Monday, January 9, 2017

Grantham, Mayo, Van Otterloo Cuts Staff As $40 Billion Assets Walk Out the Door

This may be a tell on market direction.
Folks even and/or especially institutional investors confuse their perception of time with the market's time, get discouraged and decide to try something different.
A fund's manager can only go into the investment policy committee, hear some smart-ass board member parrot a line he heard on the course "I don't care about Sharpe ratios, we can't eat risk adjusted returns"* so many times before he says okay, we'll try this triple-leveraged commodity options program.
And they usually do it near a turning point.

From the Wall Street Journal, Jan 8, 2017:

Magic Eludes Bubble-Caller Jeremy Grantham, as Assets at GMO Drop by More Than $40 Billion
Investor Jeremy Grantham’s money management firm is cutting its workforce amid client defections
Investors are bailing on Jeremy Grantham once again.

Mr. Grantham, co-founder and chief investment strategist of Boston money manager Grantham Mayo Van Otterloo & Co., has been out of step with the market several times during the firm’s four decades. GMO has usually rebounded, with the 78-year-old investor earning acclaim with asset-bubble calls ahead of Wall Street busts in 2000 and 2008.

Lately, though, the firm is going through one of its roughest periods. Assets under management have tumbled to about $80 billion, according to someone close to the matter, down from a peak of $124 billion in June 2014. An acting chief executive has been running GMO for more than six months and the firm fired about 10% of its workforce, cutting some 65 jobs, in June last year

Bearish about what it sees as high valuations of U.S. stocks, GMO’s flagship mutual fund, the GMO Benchmark Free Allocation fund, has largely missed out on the latest rally in U.S. stock indexes.
The fund held about 7% of its assets in U.S. stocks as of the end of September, with 27% in cash, 16.9% in developed markets outside the U.S. and 20% in “alternative” strategies such as global “macro” investing, according to the firm.
 https://si.wsj.net/public/resources/images/BF-AN313A_GRANT_16U_20170108115107.jpg
The GMO fund also had over 20% in emerging-market stocks and bonds—an investment that did nicely earlier in 2016 but has been under pressure in recent months.

As a result, the GMO Benchmark Free Allocation fund rose 3.4% in 2016, compared with a gain of about 5.7% for its peers, according to fund tracker Morningstar Inc., and a gain of 12% for the S&P 500, including dividends.
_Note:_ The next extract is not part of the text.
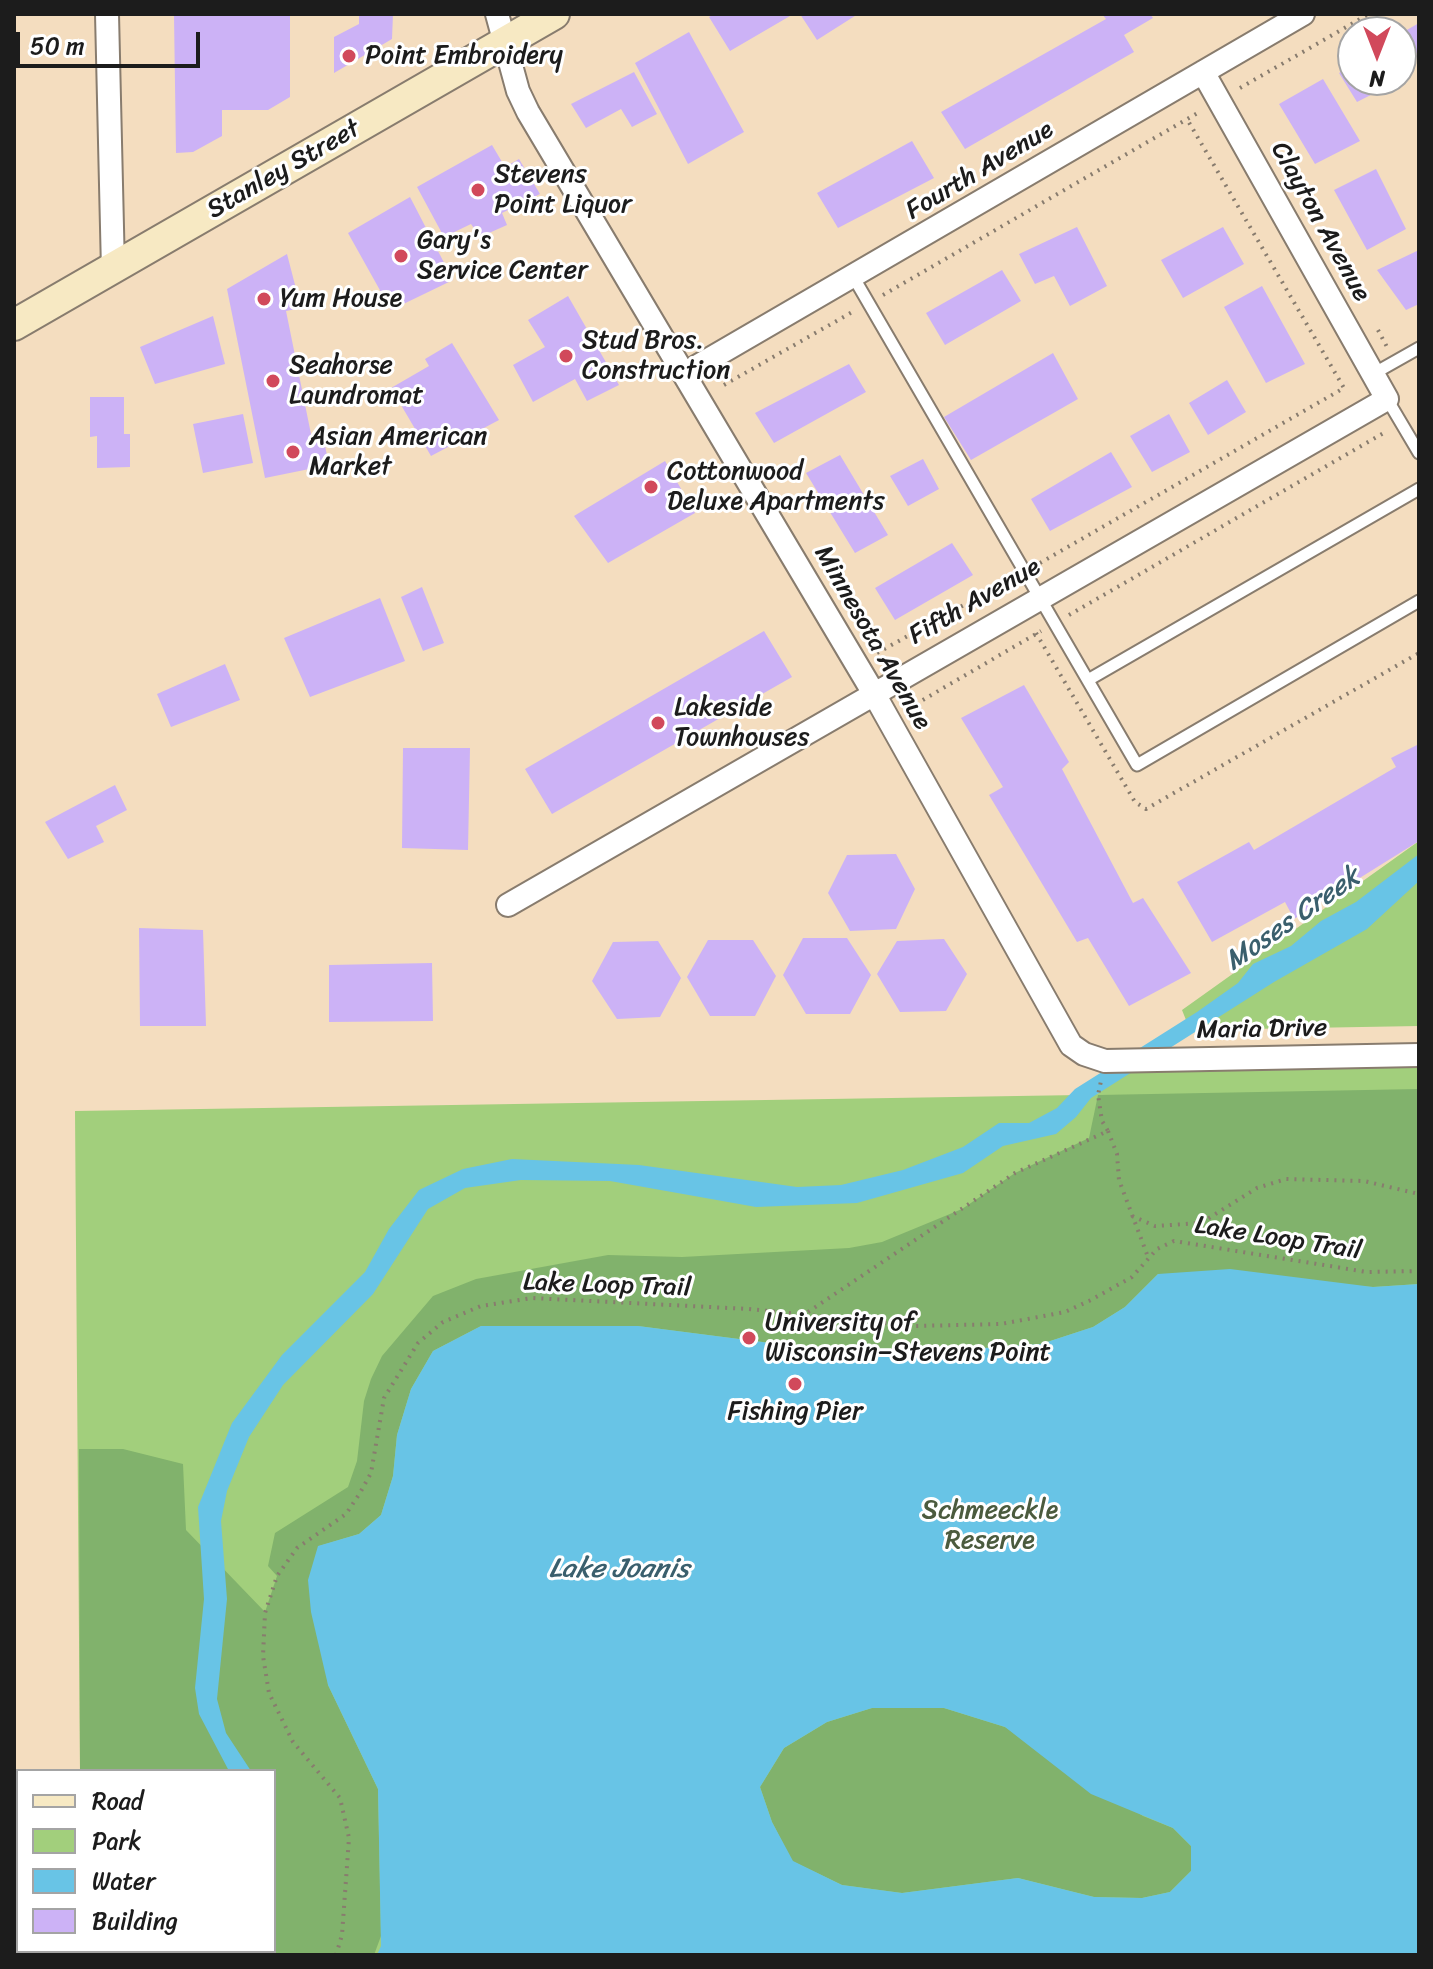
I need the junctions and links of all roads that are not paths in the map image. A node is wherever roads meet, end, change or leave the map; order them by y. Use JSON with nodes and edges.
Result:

The firm says the fund tries to beat inflation, which rose less than 2% over the past year.

“GMO has taken a lot of risk off the table, they think a lot of areas in the market are overvalued,” says Leo Acheson, a senior analyst at Morningstar. “They’ve definitely seen outflows, but they’ve been in this position before and looked bad for periods” before rebounding, he said....MORE
See also, because we know you're curious:

Feb 2010
"Grantham’s ‘Horrifically Early’ Calls Challenge GMO"

March 2014
How Good Is Jeremy Grantham's Forecasting Record?
His strong pessimism drives GMO managed funds toward the most stable (large capitalization) value stocks, and these funds have performed fairly well (reflecting perhaps a value premium rather than market timing).
  


*I've mentioned a few times the original old market pro's version is:

"...as a mentor once said "You can't eat relative performance" meaning a loss is a loss even if it is smaller than your benchmark..."
or:
"...old traders saying "You can't eat relative performance."